Write out, exactly and in full, the records given below, but not their pictures.

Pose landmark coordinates
______________________________

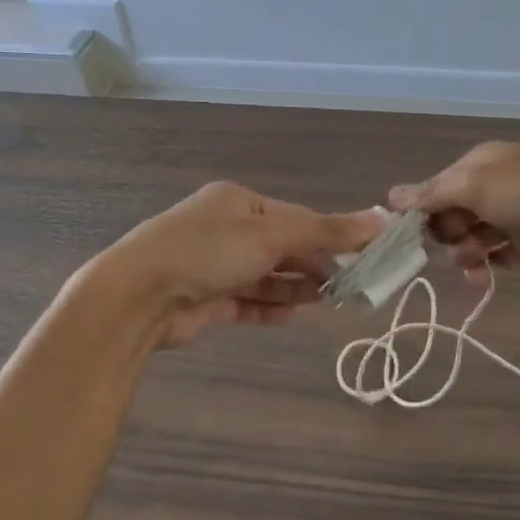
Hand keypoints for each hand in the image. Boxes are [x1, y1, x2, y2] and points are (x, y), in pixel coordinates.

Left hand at [95, 182, 383, 346]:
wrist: (138, 297)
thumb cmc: (207, 251)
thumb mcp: (271, 235)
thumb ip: (326, 230)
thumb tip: (382, 219)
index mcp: (239, 203)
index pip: (297, 217)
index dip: (331, 235)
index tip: (364, 255)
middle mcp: (227, 230)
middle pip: (283, 246)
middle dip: (314, 264)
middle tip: (350, 284)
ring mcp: (215, 265)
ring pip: (267, 276)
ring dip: (296, 288)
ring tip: (329, 301)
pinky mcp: (207, 299)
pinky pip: (248, 301)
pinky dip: (270, 307)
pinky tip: (293, 316)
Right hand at [389, 141, 519, 279]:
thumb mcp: (477, 186)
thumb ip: (432, 194)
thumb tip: (390, 197)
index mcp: (477, 166)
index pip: (434, 189)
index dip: (421, 212)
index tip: (410, 235)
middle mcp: (490, 189)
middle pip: (448, 216)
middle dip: (445, 233)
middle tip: (458, 240)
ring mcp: (508, 219)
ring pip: (466, 240)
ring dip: (463, 253)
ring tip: (476, 260)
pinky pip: (490, 259)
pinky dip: (482, 267)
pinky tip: (482, 277)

______________________________

§ **Solution for this problem**
Hand keypoints for each hand in the image. Boxes are [x1, y1, x2, y2] and points are (x, y), in pixel coordinates.

Left hand at [95, 182, 383, 346]:
wrist: (138, 297)
thumb cmc: (207, 251)
thumb mcp: (271, 235)
thumb ip: (326, 230)
thumb tip: (382, 219)
index mcp: (239, 203)
index pip: (297, 217)
index dip: (331, 235)
index tip: (364, 255)
middle mcp: (227, 230)
middle pip: (283, 246)
middle dip: (314, 264)
middle tip: (350, 284)
ring mcp: (215, 265)
ring pip: (267, 276)
ring dip: (296, 288)
ring tip: (329, 301)
pinky mcp: (207, 299)
pinky pip: (248, 301)
pinky dip: (270, 307)
pinky tip: (293, 316)
Right hand at [389, 141, 519, 279]:
thumb mcp: (477, 186)
thumb ip: (432, 194)
thumb tip: (390, 197)
index mcp: (477, 166)
index pip: (434, 189)
index dip: (421, 212)
index tip: (410, 235)
middle mcp: (490, 189)
middle pip: (448, 216)
middle dip: (445, 233)
middle tip: (458, 240)
ring mcp: (508, 219)
ring pip: (466, 240)
ring dip: (463, 253)
ring tip: (476, 260)
pinky pip: (490, 259)
pinky dip: (482, 267)
pinky tip: (482, 277)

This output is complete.